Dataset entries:
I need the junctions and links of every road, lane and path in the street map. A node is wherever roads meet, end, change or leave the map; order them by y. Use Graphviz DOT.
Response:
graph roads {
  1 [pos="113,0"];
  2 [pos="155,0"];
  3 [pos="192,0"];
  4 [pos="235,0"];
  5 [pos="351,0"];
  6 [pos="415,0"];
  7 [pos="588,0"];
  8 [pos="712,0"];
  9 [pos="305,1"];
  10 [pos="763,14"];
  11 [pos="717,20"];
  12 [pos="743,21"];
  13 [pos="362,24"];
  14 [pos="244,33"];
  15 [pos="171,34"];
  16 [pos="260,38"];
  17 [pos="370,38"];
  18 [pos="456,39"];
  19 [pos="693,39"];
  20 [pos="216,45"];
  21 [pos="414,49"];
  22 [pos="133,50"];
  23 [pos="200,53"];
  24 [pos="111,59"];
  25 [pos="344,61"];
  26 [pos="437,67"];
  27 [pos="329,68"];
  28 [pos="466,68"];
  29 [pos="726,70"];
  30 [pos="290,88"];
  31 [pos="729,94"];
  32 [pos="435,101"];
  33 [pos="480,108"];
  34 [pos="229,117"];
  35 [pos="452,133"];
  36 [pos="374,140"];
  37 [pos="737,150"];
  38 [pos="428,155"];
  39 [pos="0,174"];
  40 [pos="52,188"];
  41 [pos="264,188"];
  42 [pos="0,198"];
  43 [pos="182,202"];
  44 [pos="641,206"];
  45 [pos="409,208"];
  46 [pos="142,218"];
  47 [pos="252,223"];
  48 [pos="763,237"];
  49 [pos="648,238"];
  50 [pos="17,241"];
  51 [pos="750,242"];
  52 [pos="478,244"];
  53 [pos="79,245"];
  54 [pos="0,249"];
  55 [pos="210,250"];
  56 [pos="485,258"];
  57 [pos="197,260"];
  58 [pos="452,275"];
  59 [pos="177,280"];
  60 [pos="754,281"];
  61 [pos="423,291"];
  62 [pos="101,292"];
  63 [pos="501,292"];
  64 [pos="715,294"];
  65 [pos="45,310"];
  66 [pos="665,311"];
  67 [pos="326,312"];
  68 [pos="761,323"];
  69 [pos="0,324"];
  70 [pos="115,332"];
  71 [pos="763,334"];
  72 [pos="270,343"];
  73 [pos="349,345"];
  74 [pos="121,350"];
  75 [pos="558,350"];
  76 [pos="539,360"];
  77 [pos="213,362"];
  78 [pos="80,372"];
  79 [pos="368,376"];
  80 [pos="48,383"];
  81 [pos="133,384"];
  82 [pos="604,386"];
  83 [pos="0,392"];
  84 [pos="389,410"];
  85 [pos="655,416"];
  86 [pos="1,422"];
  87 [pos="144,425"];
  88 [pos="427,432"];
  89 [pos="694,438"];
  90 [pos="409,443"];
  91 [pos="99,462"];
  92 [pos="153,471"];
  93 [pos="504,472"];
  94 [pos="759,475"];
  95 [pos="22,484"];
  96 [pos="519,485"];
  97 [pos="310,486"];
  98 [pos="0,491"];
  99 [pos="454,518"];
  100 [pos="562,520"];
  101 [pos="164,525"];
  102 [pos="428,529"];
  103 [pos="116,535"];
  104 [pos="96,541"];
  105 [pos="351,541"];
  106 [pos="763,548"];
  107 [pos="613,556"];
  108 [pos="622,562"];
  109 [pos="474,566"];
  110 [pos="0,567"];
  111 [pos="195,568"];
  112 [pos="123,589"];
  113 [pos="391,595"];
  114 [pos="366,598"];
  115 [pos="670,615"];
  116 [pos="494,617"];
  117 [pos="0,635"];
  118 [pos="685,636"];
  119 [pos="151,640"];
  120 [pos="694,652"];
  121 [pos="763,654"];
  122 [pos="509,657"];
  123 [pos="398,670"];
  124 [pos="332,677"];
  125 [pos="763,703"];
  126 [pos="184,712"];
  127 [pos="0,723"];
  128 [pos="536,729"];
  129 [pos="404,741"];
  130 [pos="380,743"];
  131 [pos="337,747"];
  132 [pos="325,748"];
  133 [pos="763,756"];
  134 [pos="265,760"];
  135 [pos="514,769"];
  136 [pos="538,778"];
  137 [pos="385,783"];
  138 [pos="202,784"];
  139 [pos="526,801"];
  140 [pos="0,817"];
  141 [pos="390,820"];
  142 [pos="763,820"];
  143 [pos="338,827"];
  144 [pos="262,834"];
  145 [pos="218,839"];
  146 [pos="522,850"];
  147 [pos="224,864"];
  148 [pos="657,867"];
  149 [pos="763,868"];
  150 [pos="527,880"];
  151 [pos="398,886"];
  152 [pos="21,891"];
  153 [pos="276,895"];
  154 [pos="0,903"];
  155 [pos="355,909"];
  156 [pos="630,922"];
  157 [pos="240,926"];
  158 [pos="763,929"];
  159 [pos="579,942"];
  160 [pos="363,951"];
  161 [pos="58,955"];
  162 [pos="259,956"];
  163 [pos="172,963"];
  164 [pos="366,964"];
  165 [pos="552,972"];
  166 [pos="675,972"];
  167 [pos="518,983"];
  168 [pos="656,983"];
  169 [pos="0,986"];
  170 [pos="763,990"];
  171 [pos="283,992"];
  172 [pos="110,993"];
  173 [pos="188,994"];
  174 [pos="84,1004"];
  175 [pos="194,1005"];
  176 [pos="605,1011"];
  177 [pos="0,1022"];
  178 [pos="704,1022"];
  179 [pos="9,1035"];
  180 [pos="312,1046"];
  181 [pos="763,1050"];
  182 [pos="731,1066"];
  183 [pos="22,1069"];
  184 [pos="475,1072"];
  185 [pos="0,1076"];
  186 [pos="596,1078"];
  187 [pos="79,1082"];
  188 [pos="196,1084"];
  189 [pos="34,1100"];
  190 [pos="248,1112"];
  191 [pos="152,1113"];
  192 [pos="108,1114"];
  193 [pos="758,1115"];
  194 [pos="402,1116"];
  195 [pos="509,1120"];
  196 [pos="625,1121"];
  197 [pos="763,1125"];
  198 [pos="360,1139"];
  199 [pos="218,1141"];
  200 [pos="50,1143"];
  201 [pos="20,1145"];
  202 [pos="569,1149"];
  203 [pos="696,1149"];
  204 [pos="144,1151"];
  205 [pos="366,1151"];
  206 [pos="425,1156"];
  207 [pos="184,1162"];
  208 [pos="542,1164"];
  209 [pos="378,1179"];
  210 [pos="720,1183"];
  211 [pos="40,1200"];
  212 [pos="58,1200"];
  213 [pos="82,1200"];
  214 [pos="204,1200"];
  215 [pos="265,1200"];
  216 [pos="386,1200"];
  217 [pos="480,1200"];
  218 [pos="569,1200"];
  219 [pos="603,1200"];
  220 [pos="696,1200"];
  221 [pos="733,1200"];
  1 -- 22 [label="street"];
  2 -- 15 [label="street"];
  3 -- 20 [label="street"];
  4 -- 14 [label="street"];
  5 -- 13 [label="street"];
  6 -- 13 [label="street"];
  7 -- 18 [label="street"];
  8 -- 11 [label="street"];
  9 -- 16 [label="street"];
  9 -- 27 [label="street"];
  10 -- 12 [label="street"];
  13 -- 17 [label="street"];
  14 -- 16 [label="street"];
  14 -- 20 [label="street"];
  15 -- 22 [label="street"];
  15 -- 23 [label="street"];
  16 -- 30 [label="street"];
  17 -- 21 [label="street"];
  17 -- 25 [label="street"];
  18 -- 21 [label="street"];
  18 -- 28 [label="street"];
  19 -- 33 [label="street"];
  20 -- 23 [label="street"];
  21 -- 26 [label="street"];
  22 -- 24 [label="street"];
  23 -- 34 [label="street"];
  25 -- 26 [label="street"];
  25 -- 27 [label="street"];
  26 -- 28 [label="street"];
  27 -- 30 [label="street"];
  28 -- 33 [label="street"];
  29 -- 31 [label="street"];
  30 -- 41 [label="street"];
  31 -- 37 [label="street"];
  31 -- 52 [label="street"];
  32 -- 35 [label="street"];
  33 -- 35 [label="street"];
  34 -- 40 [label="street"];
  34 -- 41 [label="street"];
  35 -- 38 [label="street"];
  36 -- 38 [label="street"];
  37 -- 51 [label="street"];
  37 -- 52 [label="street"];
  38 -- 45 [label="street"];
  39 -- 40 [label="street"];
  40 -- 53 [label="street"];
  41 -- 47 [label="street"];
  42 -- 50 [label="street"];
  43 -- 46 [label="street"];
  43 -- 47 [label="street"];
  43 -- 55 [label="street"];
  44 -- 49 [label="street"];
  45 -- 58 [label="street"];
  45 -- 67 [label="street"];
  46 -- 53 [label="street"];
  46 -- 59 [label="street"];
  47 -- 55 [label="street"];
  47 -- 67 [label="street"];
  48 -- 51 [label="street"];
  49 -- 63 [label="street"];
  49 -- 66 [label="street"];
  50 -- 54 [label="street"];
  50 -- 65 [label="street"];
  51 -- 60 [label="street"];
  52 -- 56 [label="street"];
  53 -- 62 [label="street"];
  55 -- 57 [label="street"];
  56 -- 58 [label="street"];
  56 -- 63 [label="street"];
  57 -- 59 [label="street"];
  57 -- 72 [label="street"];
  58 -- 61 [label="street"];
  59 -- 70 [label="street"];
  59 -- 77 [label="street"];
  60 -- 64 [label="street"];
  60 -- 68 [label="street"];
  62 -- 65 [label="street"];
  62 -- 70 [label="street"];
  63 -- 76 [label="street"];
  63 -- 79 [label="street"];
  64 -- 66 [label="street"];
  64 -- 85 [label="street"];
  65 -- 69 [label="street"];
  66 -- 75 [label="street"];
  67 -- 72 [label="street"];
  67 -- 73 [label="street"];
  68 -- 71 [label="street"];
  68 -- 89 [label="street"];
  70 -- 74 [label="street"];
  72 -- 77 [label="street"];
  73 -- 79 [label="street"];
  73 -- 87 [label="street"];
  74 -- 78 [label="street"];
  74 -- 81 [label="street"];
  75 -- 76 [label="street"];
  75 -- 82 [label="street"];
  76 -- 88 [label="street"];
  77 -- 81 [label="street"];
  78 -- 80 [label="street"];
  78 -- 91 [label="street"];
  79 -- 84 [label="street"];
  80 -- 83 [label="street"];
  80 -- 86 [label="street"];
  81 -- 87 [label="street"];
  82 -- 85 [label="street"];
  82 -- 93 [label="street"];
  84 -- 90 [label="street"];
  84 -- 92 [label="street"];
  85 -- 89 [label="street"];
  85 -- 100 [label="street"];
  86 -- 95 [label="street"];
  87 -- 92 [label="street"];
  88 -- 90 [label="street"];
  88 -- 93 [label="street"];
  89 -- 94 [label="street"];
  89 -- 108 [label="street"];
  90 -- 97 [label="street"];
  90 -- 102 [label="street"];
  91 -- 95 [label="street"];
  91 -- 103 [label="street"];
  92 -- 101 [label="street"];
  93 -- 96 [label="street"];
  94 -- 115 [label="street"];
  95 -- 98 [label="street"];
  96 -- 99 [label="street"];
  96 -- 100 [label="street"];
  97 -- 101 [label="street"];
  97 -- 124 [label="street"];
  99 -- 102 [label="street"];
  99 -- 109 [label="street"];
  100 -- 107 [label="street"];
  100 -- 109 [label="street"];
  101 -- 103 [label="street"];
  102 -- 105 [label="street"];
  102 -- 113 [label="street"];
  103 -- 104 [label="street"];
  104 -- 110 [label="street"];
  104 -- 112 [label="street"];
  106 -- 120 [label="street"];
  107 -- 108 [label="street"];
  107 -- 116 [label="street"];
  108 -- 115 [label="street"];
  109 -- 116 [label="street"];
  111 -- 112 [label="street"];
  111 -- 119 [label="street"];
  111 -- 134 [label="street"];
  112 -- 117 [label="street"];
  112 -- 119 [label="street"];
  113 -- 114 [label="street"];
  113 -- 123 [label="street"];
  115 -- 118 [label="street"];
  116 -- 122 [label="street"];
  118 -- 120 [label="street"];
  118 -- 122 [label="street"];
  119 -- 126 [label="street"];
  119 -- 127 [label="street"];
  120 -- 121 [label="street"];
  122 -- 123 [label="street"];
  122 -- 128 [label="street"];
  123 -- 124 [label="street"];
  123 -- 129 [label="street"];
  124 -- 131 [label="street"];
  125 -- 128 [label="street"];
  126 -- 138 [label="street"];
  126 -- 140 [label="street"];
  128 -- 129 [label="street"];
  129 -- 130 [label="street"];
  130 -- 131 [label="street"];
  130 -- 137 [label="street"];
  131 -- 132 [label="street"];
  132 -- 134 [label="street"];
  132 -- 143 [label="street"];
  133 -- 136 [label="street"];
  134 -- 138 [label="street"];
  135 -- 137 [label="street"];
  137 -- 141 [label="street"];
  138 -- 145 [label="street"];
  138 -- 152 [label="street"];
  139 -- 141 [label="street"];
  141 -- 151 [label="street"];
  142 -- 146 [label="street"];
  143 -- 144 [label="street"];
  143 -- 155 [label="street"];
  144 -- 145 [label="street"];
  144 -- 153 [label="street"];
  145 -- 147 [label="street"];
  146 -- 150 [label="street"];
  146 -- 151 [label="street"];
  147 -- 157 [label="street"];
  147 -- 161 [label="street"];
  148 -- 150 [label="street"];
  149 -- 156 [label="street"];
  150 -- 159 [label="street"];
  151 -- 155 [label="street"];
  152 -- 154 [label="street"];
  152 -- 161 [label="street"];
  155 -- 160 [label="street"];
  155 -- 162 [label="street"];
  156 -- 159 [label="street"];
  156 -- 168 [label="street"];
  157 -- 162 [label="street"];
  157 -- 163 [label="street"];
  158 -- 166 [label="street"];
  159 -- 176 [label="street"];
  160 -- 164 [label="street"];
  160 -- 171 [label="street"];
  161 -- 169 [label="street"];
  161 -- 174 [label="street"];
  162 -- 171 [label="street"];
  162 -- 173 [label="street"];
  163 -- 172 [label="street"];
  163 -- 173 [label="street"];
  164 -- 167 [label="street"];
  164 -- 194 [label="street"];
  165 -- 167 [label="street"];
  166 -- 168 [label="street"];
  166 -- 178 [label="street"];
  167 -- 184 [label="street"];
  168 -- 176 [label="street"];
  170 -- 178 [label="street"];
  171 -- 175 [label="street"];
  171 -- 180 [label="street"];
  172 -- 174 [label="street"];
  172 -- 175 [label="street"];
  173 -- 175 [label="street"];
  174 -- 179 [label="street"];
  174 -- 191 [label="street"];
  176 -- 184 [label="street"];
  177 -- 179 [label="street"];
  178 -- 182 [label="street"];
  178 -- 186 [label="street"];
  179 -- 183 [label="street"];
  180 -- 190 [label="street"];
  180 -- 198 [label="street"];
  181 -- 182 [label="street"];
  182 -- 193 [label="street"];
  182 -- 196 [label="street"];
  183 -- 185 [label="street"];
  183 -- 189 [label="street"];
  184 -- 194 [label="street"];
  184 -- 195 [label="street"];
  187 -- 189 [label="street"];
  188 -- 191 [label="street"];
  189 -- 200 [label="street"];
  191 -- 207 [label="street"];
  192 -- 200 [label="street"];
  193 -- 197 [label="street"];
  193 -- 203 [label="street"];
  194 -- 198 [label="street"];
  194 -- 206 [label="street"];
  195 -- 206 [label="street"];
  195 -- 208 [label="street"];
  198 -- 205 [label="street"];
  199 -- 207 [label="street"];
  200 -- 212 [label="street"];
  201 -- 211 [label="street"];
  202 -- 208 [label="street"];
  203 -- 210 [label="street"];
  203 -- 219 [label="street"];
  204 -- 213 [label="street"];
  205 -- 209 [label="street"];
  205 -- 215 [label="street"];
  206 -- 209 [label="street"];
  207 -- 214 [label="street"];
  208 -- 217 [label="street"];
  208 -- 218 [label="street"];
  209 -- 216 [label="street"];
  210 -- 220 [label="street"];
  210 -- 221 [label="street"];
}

:: EXERCISE REQUIREMENTS ::
Looking at the entries, how many lines contain the string "roads"? The answer is that number alone.

:: TASK OUTPUT ::
2